* PROBLEM *
In the records below, find the line with "Build a routing" and the line with "Extract the road"; return exactly those lines and every line between them.
——————
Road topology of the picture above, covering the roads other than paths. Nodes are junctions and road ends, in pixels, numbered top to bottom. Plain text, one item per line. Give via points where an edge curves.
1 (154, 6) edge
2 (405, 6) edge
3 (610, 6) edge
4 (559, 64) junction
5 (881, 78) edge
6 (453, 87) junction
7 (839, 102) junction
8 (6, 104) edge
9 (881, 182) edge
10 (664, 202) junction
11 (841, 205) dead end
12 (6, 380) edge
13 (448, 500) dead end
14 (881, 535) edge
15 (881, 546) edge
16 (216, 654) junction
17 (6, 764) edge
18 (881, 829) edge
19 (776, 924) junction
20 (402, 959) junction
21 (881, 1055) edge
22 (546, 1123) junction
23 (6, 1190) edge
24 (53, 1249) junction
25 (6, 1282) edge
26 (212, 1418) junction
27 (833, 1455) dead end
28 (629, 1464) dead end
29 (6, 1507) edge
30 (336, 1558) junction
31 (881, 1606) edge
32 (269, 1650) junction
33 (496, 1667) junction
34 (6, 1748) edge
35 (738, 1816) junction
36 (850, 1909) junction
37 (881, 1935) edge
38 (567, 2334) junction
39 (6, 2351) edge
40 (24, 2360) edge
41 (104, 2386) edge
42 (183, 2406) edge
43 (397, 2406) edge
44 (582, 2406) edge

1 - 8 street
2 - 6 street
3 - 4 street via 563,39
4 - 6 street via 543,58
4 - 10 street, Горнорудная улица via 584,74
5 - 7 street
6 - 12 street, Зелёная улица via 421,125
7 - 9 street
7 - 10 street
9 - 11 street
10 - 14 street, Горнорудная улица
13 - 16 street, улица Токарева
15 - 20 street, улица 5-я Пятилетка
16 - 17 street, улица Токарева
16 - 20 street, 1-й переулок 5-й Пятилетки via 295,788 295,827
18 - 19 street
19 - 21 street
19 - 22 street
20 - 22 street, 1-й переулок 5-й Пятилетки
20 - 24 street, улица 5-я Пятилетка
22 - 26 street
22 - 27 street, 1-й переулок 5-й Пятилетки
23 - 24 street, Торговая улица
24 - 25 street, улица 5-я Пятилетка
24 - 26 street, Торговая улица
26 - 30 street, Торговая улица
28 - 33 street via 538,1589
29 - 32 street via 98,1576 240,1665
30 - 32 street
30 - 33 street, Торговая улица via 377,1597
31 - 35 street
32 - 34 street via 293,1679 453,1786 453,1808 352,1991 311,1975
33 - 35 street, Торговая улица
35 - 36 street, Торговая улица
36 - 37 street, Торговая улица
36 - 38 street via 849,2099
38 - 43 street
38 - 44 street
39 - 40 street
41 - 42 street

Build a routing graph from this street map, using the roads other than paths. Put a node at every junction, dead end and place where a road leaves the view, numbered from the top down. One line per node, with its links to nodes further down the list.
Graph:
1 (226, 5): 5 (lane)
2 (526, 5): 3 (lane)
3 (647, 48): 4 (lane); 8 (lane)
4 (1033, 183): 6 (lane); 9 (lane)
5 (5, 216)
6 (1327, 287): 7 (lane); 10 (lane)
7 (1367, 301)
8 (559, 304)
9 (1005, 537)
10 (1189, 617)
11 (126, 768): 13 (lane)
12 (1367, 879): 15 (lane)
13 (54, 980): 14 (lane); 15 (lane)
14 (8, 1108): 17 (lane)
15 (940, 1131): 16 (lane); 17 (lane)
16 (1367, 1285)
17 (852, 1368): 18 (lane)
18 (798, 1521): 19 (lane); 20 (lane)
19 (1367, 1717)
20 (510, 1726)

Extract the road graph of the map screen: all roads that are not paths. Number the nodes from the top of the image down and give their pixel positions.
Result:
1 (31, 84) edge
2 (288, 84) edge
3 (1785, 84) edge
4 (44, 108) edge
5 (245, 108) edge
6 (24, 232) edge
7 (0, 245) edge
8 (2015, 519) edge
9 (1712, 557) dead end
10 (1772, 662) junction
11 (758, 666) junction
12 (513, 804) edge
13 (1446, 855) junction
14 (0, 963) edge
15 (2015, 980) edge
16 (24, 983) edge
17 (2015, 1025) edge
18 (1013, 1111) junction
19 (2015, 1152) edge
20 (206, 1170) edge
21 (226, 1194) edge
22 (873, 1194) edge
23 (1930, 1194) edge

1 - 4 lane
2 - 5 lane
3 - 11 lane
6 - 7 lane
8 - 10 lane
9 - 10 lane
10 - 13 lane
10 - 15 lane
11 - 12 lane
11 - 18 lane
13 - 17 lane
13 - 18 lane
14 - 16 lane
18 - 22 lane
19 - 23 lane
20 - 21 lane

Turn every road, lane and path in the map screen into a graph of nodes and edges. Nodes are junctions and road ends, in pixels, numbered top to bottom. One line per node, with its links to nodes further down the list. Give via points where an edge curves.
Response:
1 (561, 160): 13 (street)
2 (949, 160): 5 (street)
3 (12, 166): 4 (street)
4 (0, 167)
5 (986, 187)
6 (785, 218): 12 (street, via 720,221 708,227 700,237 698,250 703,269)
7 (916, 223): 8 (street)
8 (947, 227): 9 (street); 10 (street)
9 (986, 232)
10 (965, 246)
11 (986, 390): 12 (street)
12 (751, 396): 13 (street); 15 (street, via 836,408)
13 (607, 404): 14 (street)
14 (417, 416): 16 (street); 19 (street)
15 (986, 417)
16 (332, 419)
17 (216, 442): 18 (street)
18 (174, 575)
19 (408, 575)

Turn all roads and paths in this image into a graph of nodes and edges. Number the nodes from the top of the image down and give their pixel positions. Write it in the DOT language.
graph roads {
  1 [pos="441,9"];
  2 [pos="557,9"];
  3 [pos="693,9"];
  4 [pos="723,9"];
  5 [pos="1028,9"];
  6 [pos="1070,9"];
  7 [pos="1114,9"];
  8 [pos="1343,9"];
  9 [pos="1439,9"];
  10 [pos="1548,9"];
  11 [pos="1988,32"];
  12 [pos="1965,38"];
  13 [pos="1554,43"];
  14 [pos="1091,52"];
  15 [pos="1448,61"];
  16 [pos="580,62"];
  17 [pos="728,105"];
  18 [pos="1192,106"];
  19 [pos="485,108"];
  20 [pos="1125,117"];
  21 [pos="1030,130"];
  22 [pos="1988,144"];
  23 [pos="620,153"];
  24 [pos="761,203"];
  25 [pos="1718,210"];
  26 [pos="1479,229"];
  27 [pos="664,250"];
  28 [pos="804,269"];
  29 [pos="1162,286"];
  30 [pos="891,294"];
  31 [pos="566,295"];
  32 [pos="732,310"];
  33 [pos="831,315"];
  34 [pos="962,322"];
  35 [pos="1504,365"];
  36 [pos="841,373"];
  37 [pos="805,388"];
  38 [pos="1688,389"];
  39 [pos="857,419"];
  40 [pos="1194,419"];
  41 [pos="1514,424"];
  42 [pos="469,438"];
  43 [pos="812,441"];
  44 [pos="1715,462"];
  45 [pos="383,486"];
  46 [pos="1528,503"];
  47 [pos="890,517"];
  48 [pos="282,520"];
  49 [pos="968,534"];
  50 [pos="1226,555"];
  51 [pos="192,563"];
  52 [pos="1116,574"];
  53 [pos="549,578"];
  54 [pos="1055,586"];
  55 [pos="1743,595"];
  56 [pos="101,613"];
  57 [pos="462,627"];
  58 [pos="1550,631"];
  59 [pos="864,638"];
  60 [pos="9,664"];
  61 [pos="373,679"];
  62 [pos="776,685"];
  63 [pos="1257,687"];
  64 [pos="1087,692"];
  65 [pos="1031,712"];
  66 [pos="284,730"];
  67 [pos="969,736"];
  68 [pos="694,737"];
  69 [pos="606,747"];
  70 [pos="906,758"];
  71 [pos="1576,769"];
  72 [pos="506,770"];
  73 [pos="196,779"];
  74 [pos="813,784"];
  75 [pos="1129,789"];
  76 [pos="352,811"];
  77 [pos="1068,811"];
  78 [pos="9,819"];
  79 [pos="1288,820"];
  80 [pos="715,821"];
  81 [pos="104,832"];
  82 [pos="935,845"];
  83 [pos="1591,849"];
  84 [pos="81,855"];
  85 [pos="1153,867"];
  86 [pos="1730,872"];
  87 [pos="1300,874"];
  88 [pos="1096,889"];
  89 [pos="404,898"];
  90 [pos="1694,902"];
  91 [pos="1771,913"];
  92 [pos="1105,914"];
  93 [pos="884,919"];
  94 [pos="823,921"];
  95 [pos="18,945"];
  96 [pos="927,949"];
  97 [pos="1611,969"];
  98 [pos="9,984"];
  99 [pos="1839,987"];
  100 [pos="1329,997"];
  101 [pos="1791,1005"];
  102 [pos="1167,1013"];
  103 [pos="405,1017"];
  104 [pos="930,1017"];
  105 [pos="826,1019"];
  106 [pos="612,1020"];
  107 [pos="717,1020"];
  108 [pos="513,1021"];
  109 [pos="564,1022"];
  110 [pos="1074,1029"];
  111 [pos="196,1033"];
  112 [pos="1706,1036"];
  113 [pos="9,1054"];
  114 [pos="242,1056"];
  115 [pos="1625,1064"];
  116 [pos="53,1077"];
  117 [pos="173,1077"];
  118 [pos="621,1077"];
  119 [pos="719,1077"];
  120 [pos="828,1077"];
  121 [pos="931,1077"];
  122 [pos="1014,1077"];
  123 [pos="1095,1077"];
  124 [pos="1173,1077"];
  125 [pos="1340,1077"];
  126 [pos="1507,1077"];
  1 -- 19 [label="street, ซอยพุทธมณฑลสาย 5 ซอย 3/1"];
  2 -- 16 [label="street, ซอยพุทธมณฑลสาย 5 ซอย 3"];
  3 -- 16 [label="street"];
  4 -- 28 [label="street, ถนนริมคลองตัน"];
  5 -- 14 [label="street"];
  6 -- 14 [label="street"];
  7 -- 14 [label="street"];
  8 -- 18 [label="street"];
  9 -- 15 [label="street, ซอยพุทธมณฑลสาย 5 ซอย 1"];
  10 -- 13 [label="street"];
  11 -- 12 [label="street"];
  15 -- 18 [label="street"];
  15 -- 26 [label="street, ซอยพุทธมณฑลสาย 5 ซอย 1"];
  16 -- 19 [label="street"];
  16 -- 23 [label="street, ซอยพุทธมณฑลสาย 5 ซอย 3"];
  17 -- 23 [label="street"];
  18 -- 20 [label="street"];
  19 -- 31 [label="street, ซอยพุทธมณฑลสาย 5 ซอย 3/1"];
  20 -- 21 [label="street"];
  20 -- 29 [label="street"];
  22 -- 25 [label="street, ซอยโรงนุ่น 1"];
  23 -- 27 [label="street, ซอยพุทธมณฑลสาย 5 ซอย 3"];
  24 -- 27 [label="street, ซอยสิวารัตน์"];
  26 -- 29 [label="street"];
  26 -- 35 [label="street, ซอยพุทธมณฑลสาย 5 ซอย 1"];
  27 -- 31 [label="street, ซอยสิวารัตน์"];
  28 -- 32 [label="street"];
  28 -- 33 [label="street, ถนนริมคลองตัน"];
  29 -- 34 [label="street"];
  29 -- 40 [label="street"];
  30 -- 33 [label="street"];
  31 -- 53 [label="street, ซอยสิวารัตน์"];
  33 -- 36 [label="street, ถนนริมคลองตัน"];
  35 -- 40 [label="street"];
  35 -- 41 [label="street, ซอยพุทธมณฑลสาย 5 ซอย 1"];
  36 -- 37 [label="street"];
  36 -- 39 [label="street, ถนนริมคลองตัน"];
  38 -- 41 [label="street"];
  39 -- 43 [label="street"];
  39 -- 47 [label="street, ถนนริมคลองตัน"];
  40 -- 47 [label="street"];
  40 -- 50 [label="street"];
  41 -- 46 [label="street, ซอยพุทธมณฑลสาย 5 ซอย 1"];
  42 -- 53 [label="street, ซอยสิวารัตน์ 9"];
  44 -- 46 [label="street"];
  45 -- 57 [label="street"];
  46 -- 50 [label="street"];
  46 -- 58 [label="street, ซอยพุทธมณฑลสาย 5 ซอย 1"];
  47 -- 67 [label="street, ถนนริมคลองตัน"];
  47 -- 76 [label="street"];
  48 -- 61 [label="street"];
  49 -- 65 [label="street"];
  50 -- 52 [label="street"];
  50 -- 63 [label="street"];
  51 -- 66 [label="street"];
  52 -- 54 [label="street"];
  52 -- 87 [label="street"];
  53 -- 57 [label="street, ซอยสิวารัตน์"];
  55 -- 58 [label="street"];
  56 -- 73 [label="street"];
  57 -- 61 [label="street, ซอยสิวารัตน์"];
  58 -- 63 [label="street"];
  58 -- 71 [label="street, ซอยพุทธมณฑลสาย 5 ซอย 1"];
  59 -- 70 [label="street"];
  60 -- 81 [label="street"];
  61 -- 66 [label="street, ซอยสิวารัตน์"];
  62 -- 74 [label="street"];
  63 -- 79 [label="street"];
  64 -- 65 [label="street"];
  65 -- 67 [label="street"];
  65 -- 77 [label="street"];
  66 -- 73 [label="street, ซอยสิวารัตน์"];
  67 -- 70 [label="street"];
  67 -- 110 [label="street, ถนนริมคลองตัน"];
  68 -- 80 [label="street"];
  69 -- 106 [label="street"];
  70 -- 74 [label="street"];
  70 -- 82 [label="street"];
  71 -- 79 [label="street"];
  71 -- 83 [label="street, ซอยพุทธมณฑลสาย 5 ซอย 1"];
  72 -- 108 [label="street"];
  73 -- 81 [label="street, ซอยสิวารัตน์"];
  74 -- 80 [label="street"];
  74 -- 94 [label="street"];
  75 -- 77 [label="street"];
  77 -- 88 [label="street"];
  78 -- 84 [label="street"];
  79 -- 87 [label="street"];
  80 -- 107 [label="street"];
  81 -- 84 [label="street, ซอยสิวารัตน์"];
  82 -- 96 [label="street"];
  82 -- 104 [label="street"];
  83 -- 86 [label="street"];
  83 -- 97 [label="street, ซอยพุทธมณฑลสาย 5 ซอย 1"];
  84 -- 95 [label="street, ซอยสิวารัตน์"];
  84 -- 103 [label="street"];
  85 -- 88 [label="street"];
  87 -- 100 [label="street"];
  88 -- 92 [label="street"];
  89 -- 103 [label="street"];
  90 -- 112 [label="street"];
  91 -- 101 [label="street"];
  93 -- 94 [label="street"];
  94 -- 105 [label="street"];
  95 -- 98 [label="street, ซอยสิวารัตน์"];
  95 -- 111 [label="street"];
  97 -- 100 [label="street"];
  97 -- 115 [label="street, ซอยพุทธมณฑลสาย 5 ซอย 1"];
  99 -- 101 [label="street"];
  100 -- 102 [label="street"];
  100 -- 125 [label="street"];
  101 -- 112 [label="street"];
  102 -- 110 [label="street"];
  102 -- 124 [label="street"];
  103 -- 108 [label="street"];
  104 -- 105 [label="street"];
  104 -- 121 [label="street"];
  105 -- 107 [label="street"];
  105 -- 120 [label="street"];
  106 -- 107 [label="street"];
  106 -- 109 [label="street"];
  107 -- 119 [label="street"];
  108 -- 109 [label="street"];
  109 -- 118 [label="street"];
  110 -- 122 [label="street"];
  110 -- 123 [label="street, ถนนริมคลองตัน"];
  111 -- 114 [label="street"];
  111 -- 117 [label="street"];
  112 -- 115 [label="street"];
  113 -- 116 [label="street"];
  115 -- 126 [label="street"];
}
——————
* SOLUTION TO THIS PROBLEM *
Build a routing graph from this street map, using the roads other than paths. Put a node at every junction, dead end and place where a road leaves the view, numbered from the top down. One line per node, with its links to nodes further down the list.
Graph:
1 (226, 5): 5 (lane)
2 (526, 5): 3 (lane)
3 (647, 48): 4 (lane); 8 (lane)
4 (1033, 183): 6 (lane); 9 (lane)
5 (5, 216)
6 (1327, 287): 7 (lane); 10 (lane)
7 (1367, 301)
8 (559, 304)
9 (1005, 537)
10 (1189, 617)
11 (126, 768): 13 (lane)
12 (1367, 879): 15 (lane)
13 (54, 980): 14 (lane); 15 (lane)
14 (8, 1108): 17 (lane)
15 (940, 1131): 16 (lane); 17 (lane)
16 (1367, 1285)
17 (852, 1368): 18 (lane)
18 (798, 1521): 19 (lane); 20 (lane)
19 (1367, 1717)
20 (510, 1726)

Extract the road graph of the map screen: all roads that are not paths. Number the nodes from the top of the image down and give their pixel positions.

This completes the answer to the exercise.